COURT OF APPEALS OF OHIO TENTH APPELLATE DISTRICT
Jun 30, 2015
2015 Ohio 2668 (Ohio Ct. App. 2015)

Opinion

No. 14AP-1048

06-30-2015

John E. Peters, Jr., Plaintiff-Appellant, v. Department of Rehabilitation and Correction, Defendant-Appellee.

Swope and Swope - Attorneys at Law, and Richard F. Swope, for appellant. Michael DeWine, Attorney General, and Amber Wootton Hertlein, for appellee.


(Ct. of Cl. No. 2014-00094) (REGULAR CALENDAR) DECISION Swope and Swope - Attorneys at Law, and Richard F. Swope, for appellant. Michael DeWine, Attorney General, and Amber Wootton Hertlein, for appellee. APPEAL from the Court of Claims of Ohio BRUNNER, J.

{¶ 1} In his pro se complaint, plaintiff-appellant, John E. Peters, Jr., pleaded "defamation per se and harassment on the part of Defendant's agent, Officer Olah of the Grafton Reintegration Center, in contravention of Defendant's Policy 64-DCM-01 which forbids harassment." According to appellant, Officer Olah told other inmates that plaintiff is a "dick (penis) sucker." Appellant alleges that as a result of these defamatory statements, he "has suffered great pain of mind and body and extreme emotional distress."

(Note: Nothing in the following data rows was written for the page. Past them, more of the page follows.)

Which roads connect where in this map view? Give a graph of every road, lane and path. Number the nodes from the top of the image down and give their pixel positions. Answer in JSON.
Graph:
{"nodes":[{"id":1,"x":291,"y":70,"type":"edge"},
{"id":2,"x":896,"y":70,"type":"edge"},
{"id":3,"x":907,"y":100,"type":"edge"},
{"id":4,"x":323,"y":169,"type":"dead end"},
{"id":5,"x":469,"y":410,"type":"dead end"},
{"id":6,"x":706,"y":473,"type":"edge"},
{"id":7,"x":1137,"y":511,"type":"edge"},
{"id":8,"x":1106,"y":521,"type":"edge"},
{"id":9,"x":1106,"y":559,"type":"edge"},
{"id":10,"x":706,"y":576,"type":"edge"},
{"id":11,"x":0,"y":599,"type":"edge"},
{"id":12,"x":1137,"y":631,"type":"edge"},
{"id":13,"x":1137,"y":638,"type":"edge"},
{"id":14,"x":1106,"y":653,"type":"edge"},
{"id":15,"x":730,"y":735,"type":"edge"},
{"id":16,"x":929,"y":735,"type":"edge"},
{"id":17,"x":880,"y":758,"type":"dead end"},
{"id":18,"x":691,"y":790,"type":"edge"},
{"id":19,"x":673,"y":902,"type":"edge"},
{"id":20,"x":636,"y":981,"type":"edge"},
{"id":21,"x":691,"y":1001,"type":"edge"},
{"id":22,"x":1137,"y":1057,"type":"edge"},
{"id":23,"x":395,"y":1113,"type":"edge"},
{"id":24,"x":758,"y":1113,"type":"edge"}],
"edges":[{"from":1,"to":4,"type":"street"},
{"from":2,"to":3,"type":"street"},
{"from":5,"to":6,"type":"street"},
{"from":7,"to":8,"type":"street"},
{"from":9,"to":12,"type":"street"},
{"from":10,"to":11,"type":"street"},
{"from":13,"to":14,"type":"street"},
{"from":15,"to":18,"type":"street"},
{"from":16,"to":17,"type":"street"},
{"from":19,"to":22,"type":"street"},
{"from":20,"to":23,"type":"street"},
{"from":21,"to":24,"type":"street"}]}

{¶ 2} Defendant-appellee, Ohio Department of Rehabilitation and Correction, filed an answer and thereafter moved for judgment on the pleadings. The Court of Claims of Ohio granted judgment on the pleadings.

I. ASSIGNMENT OF ERROR

{¶ 3} Appellant appeals and brings the following assignment of error for our review:

THE TRIAL COURT ERRED IN SUSTAINING THE DEFENDANT-APPELLEE'S MOTION FOR JUDGMENT ON THE PLEADINGS AND DENYING PLAINTIFF-APPELLANT THE RIGHT TO FILE AN AMENDED COMPLAINT.

II. DISCUSSION

A. Standard of Review

A party may file a motion for judgment on the pleadings under Civ.R. 12(C), "[a]fter the pleadings are closed but within such time as not to delay the trial." Franks v. Ohio Dept. of Rehab. & Corr., 195 Ohio App.3d 114, 2011-Ohio-2048, ¶ 5. In ruling on a motion for judgment on the pleadings, the court is permitted to consider both the complaint and answer. State ex rel. Midwest Pride IV, Inc. v. Pontious, 75 Ohio St.3d 565, 570 (1996). When presented with such a motion, a trial court must construe all the material allegations of the complaint as true, and must draw all reasonable inferences in favor of the nonmoving party. Id., citing Peterson v. Teodosio, 34 Ohio St.2d 161, 165 (1973); Whaley v. Franklin Cty. Bd. of Commrs., 92 Ohio St.3d 574, 581 (2001). The court will grant the motion if it finds, beyond doubt, that the plaintiff can prove no set of facts in support of the claim(s) that would entitle him or her to relief. Pontious at 570. A judgment on the pleadings dismissing an action is subject to a de novo standard of review in the court of appeals. RotoSolutions, Inc. v. Crane Plastics Siding, L.L.C., 10th Dist. No. 13AP-1, 2013-Ohio-4343, ¶ 13, citing Franks at ¶ 5.
Toledo City School Dist. Bd. of Edn. v. State Bd. of Edn., 10th Dist. No. 14AP-93, 2014-Ohio-3741, ¶ 18, appeal allowed in part, 142 Ohio St.3d 1447, 2015-Ohio-1591.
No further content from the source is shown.